### What to do:
Look through the entries below, please, and copy every line with the word "Morcinka".

### Given data:

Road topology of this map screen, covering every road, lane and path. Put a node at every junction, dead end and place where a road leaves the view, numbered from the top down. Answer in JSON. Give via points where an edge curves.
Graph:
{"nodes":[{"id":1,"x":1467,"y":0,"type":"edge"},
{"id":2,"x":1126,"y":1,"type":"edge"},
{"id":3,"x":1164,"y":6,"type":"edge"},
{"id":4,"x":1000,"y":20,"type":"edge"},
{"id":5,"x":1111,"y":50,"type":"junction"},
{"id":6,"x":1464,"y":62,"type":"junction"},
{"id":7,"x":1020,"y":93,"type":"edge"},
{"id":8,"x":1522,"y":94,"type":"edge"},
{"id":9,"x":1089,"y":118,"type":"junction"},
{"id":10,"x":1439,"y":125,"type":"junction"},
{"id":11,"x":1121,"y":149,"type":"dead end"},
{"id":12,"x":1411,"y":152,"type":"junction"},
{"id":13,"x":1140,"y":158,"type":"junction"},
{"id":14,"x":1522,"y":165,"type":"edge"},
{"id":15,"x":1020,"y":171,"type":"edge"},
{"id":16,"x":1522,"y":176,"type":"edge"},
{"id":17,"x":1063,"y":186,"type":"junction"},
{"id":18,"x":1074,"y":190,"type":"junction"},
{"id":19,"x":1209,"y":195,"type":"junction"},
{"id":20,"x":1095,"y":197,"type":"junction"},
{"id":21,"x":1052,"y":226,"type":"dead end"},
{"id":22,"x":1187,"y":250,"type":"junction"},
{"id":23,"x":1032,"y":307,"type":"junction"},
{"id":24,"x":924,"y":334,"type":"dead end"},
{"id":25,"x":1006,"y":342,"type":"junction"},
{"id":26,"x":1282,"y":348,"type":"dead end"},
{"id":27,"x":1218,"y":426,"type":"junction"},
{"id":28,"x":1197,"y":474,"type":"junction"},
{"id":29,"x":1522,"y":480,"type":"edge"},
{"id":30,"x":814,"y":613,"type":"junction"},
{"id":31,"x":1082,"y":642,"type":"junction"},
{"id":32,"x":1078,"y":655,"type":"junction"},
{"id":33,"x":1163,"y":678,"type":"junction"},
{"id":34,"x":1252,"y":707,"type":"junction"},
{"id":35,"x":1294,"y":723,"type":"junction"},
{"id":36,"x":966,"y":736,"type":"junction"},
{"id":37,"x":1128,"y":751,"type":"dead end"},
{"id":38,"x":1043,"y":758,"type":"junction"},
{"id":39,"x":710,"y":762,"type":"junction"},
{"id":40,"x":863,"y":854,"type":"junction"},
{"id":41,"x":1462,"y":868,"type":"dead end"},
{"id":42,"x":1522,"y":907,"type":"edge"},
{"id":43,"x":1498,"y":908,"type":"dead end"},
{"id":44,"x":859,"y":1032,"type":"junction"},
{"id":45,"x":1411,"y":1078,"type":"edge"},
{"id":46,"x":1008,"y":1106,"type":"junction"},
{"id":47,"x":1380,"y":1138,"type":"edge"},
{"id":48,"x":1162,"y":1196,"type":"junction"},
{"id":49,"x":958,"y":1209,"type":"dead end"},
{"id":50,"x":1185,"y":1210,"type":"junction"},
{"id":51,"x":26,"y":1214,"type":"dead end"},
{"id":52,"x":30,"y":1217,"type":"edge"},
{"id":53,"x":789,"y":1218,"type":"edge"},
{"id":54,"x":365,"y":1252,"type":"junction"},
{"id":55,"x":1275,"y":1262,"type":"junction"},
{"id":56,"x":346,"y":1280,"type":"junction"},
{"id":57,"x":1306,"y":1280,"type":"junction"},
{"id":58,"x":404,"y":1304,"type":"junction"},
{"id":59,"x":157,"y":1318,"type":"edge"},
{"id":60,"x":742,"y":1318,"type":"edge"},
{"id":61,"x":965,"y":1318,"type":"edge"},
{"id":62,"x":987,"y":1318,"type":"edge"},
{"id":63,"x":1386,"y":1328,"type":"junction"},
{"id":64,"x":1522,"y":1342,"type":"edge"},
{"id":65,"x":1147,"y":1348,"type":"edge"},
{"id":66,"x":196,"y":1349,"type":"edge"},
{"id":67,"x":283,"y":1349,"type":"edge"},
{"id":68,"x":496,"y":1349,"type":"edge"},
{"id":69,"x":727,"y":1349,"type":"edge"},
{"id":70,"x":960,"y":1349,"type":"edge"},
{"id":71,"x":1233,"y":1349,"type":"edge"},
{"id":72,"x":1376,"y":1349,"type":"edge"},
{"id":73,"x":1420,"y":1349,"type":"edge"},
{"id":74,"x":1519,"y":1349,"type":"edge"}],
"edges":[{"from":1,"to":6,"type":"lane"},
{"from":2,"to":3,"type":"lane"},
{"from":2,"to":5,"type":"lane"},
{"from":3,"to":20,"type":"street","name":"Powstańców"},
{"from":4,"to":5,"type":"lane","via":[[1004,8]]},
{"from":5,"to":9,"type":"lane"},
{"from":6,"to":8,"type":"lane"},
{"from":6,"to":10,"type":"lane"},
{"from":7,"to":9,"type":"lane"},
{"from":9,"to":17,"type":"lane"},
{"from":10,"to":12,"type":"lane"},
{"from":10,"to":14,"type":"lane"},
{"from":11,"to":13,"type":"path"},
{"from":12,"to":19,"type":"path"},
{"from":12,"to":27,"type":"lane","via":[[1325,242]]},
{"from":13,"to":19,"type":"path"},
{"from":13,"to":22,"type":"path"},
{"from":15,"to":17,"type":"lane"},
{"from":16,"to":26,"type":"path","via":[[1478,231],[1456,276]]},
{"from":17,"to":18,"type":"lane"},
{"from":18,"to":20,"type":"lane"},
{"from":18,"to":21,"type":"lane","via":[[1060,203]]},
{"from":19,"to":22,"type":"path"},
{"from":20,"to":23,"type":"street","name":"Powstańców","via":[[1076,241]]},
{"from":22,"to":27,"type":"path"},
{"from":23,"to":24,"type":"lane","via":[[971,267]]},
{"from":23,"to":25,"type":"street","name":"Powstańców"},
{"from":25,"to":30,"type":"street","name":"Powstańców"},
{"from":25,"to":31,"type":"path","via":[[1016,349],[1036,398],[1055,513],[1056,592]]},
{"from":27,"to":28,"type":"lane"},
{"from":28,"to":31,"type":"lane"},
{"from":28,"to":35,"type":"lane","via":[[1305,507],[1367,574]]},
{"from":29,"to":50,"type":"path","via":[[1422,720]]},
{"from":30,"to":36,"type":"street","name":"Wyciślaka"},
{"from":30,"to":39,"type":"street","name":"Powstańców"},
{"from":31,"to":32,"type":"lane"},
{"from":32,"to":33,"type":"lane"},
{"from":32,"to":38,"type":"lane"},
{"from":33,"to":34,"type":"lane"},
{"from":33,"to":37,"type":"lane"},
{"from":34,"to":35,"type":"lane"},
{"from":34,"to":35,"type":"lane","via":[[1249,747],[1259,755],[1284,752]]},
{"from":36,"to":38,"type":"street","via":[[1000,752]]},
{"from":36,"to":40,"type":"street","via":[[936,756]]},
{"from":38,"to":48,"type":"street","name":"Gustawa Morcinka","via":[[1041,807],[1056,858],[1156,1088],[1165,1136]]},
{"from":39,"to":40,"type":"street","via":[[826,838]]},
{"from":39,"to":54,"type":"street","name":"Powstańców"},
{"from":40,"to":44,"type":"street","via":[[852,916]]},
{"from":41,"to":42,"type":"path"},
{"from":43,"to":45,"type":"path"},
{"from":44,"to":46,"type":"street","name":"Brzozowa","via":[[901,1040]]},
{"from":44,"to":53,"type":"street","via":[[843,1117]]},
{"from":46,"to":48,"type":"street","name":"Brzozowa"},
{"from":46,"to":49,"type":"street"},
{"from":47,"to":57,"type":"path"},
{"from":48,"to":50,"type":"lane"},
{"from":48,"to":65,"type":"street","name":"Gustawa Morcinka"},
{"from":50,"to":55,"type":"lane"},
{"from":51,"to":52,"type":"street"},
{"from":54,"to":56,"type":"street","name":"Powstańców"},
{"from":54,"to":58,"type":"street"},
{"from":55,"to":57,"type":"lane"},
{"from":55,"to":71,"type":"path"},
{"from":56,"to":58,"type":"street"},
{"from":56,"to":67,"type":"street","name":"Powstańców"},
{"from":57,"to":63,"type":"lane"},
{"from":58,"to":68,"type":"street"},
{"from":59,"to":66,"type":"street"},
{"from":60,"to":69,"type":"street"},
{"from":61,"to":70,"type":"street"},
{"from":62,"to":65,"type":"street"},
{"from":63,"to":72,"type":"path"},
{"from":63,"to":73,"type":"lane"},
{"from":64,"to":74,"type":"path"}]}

### Answer:
{"from":38,"to":48,"type":"street","name":"Gustawa Morcinka","via":[[1041,807],[1056,858],[1156,1088],[1165,1136]]},
{"from":48,"to":65,"type":"street","name":"Gustawa Morcinka"},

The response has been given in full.